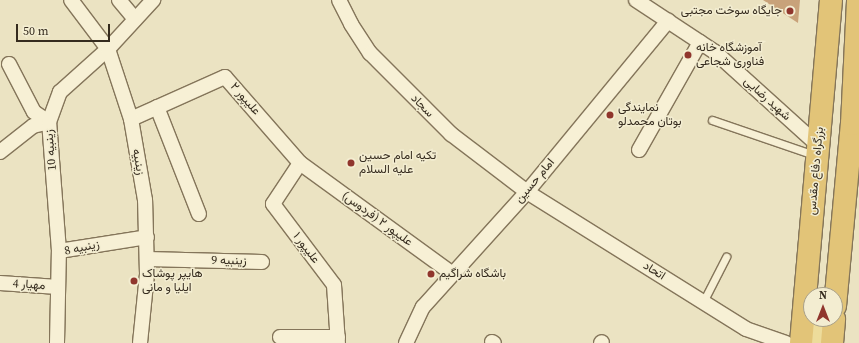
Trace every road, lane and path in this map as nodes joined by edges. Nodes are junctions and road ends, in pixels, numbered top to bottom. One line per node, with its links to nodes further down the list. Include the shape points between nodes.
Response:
1 (71, 0): 11 (street, زینبیه)
2 (119, 0): 8 (street)
3 (152, 0): 8 (street)
4 (339, 0): 22 (street, سجاد, via 370,53 451,134)
5 (636, 0): 9 (street, شهید رضایی)
6 (831, 0): 18 (highway, بزرگراه دفاع مقدس)
7 (858, 0): 21 (highway)
8 (135, 19): 11 (street)
9 (668, 21): 10 (street, شهید رضایی); 22 (street, امام حسین)
10 (700, 42): 17 (street); 18 (street, شهید رضایی, via 715,52)
11 (108, 49): 14 (street, زینبیه); 16 (street, زینبیه 10, via 60,92)
12 (10, 64): 16 (street, via 34,112)
13 (158, 107): 14 (street, علیپور ۲); 20 (street, علیپور ۲, via 225,77); 23 (street)
14 (131, 118): 24 (street, زینبیه, via 145,200)
15 (712, 120): 18 (lane)
16 (49, 122): 19 (street, via 33,126); 26 (street, زینبیه 10)
17 (639, 150)
18 (818, 150): 25 (highway, بزرگراه دفاع مقدس)
19 (0, 152)
20 (300, 163): 30 (street, علیپور ۲ (فردوس)); 39 (street, علیپور ۱, via 273,204 334,285)
21 (853, 186): 34 (highway)
22 (527, 192): 30 (street, امام حسین); 35 (street, اتحاد)
23 (198, 214)
24 (147, 237): 26 (street, زینبیه 8); 28 (street, زینبیه)
25 (810, 238): 33 (main road); 44 (highway, بزرگراه دفاع مقدس)
26 (59, 251): 32 (street, زینبیه 8)
27 (726, 257): 35 (lane)
28 (147, 259): 29 (street, زینبیه 9); 41 (street, زینبیه)
29 (262, 262)
30 (453, 274): 42 (street, امام حسین, via 423,307)
31 (0, 283): 32 (street, مهیار 4)
32 (58, 287): 40 (street, زینبیه 8)
33 (814, 287)
34 (838, 287)
35 (703, 302): 43 (street, اتحاد, via 746,329)
36 (815, 327): 45 (main road)
37 (833, 327): 46 (highway)
38 (280, 337): 39 (street)
39 (338, 340)
40 (57, 343)
41 (140, 343)
42 (406, 343)
43 (786, 343)
44 (801, 343)
45 (813, 343)
46 (832, 343)

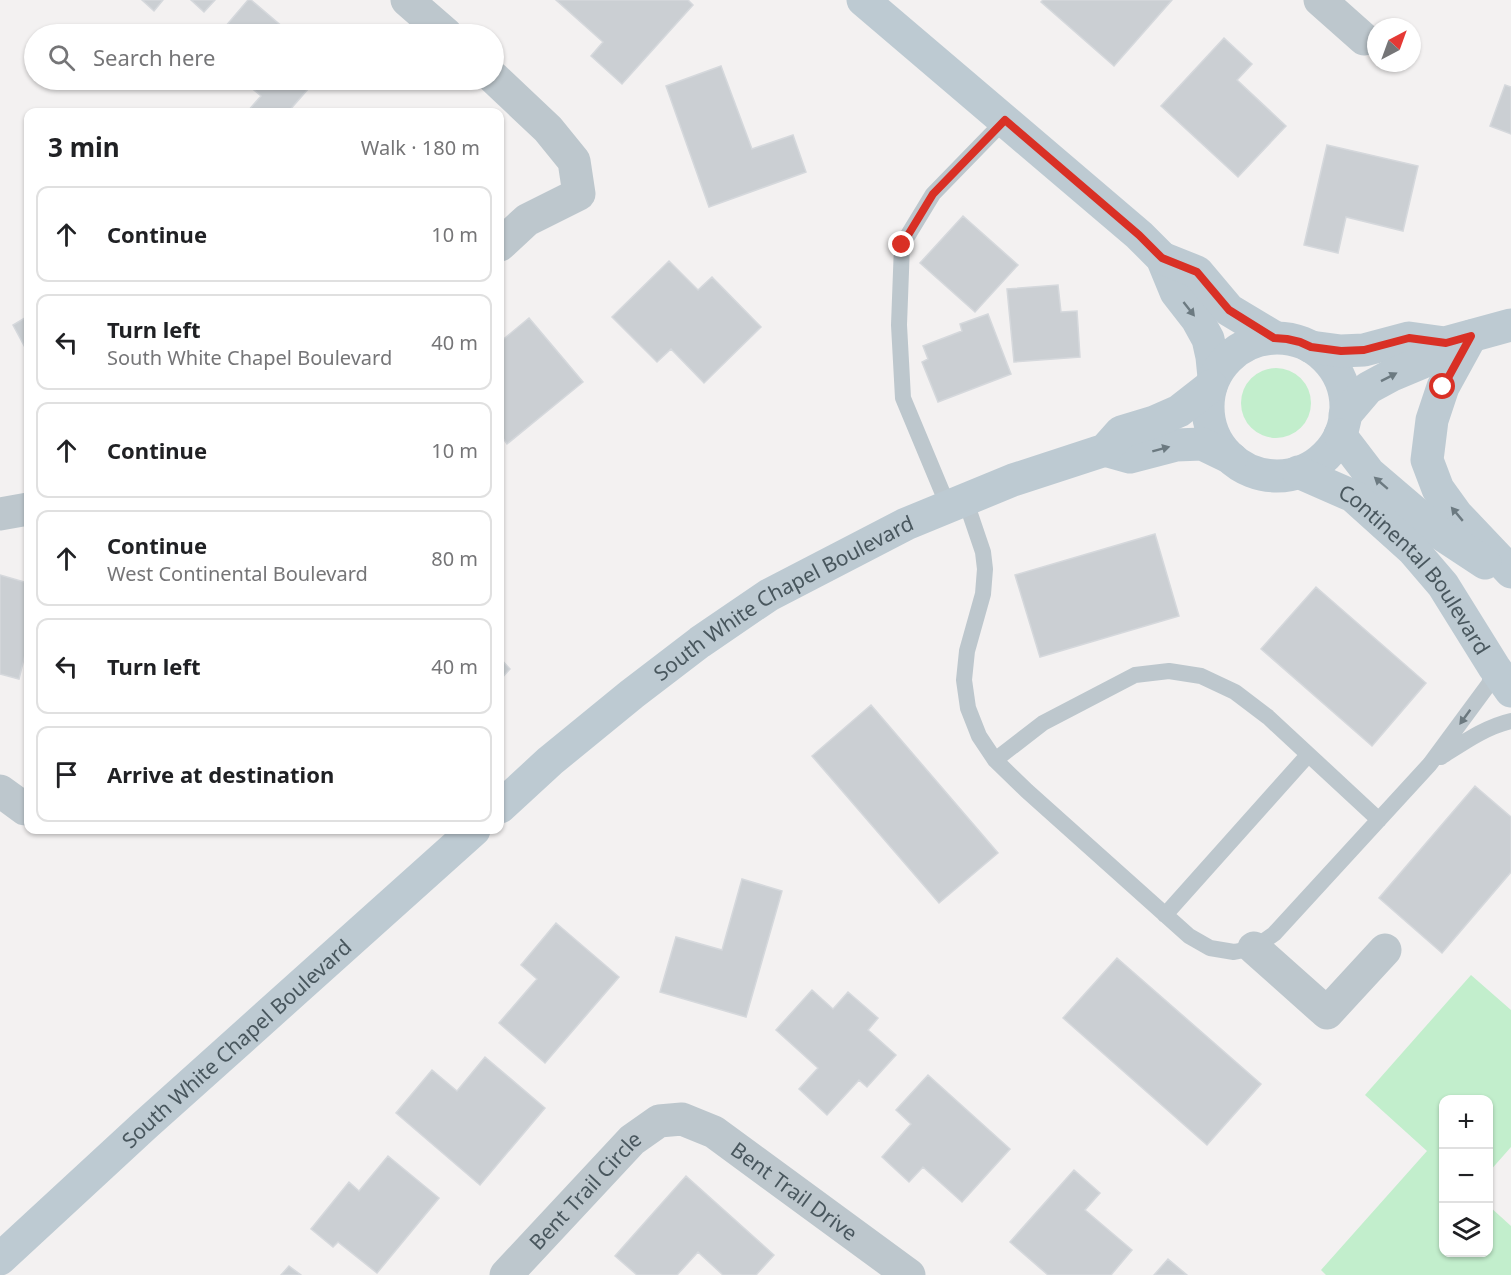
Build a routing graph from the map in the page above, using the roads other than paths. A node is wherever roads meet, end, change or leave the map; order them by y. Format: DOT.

::::::::

> **Your goal**
Please find every line in the records that contains the word "node", and copy it out.

> **Answer section**
Trace every road, lane and path in this map as nodes joined by edges. Nodes are junctions and road ends, in pixels, numbered top to bottom. One line per node, with its links to nodes further down the list. Include the shape points between nodes.
Build a routing graph from the map in the page above, using the roads other than paths. A node is wherever roads meet, end, change or leave the map; order them by y. Format: DOT.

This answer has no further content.